◆ INFORMATION GIVEN
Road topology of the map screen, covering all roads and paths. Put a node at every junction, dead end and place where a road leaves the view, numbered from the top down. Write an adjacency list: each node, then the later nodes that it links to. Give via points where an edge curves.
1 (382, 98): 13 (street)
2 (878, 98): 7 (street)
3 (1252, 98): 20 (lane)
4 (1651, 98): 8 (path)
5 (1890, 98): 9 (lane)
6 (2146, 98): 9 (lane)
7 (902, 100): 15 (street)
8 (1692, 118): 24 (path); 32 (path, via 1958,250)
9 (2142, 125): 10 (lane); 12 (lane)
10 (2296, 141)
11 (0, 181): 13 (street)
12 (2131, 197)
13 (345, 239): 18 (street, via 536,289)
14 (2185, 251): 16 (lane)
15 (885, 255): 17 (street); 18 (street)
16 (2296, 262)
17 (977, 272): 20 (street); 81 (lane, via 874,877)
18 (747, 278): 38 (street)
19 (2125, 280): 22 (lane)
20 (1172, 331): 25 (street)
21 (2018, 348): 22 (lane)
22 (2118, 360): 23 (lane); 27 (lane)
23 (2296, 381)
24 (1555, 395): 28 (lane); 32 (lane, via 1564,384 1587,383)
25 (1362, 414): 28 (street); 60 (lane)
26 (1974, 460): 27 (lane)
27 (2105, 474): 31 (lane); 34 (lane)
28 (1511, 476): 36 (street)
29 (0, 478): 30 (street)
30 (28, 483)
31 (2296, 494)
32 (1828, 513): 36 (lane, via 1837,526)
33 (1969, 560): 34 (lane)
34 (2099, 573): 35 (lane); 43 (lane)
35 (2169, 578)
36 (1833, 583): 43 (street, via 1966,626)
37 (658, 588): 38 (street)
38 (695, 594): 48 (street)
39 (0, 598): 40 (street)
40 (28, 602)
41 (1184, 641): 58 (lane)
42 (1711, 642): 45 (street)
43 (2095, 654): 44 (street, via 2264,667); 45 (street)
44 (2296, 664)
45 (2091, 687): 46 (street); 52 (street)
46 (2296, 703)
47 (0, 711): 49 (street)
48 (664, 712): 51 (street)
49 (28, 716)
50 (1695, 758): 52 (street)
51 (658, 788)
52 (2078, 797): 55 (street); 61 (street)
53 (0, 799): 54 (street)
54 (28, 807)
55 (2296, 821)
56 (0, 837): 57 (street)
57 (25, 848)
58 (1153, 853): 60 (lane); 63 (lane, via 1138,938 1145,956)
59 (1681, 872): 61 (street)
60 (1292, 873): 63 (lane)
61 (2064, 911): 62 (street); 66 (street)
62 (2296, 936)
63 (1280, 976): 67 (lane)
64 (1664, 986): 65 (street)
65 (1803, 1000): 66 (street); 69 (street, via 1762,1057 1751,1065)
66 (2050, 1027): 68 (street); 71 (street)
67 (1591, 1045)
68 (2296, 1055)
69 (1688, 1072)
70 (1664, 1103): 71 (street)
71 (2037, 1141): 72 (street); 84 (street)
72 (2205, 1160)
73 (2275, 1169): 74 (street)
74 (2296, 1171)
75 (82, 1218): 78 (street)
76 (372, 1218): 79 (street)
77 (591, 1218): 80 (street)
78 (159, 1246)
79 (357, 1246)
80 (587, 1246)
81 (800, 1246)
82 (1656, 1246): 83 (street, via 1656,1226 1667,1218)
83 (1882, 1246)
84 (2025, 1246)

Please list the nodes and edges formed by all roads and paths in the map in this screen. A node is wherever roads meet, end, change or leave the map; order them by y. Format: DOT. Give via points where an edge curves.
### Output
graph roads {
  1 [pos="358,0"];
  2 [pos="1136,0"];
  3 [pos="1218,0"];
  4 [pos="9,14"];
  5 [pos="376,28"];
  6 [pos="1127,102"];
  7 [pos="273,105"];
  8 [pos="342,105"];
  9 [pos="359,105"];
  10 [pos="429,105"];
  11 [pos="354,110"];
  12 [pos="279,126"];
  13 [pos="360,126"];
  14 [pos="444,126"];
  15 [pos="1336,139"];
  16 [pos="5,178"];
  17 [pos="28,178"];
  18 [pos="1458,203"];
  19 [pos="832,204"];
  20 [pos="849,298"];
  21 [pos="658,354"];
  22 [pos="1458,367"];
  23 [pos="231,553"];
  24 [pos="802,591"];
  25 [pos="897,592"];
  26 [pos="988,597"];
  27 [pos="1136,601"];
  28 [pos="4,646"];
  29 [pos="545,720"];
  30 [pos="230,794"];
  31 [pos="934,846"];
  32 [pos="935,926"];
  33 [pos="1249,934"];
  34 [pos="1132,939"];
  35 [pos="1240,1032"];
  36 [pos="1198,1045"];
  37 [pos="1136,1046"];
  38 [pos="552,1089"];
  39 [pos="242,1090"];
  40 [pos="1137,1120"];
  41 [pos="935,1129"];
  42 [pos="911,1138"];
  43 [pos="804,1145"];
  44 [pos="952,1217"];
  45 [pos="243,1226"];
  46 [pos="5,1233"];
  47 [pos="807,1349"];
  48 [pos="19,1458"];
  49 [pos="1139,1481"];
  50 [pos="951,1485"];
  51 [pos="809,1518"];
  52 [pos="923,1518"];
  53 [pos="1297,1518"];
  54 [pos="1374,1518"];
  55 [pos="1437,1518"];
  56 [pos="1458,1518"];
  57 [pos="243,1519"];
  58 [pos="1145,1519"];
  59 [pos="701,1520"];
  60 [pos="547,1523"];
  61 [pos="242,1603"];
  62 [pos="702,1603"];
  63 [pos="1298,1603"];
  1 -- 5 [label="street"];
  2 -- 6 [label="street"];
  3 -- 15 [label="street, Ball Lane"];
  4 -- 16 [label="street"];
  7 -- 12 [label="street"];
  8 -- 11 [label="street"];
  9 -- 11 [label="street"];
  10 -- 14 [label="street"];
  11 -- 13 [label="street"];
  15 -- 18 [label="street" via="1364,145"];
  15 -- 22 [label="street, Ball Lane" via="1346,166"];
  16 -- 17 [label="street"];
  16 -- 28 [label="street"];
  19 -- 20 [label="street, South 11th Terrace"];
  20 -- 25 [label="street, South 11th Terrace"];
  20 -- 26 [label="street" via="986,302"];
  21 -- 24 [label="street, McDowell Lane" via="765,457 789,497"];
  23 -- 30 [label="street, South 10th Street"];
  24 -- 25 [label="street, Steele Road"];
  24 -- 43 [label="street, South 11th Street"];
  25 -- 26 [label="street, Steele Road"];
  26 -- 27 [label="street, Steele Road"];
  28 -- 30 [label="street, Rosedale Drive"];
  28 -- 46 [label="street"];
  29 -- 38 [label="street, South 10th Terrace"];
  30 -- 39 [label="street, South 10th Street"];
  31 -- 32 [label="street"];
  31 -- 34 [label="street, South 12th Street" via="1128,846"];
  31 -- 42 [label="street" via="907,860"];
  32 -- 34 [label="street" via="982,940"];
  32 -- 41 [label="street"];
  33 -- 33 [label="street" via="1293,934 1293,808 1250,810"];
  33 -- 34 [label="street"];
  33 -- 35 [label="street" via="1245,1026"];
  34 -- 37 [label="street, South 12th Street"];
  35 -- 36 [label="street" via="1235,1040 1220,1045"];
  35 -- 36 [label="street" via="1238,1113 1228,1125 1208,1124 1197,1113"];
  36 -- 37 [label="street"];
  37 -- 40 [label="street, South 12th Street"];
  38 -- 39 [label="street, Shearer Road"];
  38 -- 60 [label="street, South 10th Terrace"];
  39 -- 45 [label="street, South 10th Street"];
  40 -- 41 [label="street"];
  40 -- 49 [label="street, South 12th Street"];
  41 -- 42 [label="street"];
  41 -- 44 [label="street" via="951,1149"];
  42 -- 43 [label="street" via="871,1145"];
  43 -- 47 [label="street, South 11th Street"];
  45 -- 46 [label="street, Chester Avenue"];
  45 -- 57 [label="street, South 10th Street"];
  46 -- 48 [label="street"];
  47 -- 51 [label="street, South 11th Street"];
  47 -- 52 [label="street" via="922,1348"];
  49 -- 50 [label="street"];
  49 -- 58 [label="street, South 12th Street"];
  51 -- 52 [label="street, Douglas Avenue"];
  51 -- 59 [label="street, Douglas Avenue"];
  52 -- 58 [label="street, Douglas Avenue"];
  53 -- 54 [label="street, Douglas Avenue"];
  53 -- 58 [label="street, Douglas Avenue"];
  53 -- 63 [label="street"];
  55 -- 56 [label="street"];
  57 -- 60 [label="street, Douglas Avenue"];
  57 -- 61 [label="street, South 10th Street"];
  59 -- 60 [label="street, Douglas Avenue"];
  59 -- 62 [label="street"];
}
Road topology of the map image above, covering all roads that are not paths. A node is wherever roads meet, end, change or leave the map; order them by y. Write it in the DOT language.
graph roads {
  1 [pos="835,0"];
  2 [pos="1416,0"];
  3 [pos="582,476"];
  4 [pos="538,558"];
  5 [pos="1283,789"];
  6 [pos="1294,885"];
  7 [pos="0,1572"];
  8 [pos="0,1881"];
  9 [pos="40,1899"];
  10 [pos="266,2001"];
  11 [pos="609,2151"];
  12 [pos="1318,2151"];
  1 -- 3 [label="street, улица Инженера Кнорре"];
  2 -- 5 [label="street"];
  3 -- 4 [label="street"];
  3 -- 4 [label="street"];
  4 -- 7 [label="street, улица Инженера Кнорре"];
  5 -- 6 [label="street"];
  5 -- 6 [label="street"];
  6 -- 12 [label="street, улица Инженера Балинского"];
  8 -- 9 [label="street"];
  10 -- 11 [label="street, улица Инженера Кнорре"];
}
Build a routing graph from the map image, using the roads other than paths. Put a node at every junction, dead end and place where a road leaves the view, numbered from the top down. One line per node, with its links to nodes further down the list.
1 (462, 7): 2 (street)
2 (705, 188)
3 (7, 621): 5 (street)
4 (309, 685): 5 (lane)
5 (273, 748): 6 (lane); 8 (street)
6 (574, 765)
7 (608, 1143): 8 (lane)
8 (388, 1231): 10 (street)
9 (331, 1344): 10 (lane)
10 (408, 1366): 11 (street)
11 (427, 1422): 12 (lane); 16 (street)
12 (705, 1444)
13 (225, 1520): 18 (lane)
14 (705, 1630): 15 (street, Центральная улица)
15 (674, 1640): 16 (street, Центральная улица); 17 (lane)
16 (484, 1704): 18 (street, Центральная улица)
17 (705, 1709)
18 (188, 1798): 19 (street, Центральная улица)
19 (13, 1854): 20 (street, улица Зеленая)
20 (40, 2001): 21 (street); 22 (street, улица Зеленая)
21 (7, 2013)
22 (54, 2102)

◆ ACTIVITY
The answer must be every line of the records that contains the word "nodes".

◆ THE COMPLETED TASK
Road topology of the map screen, covering all roads and paths. Put a node at every junction, dead end and place where a road leaves the view, numbered from the top down. Write an adjacency list: each node, then the later nodes that it links to. Give via points where an edge curves.
Please list the nodes and edges formed by all roads and paths in the map in this screen. A node is wherever roads meet, end, change or leave the map; order them by y. Format: DOT. Give via points where an edge curves.
Build a routing graph from the map image, using the roads other than paths. Put a node at every junction, dead end and place where a road leaves the view, numbered from the top down. One line per node, with its links to nodes further down the list.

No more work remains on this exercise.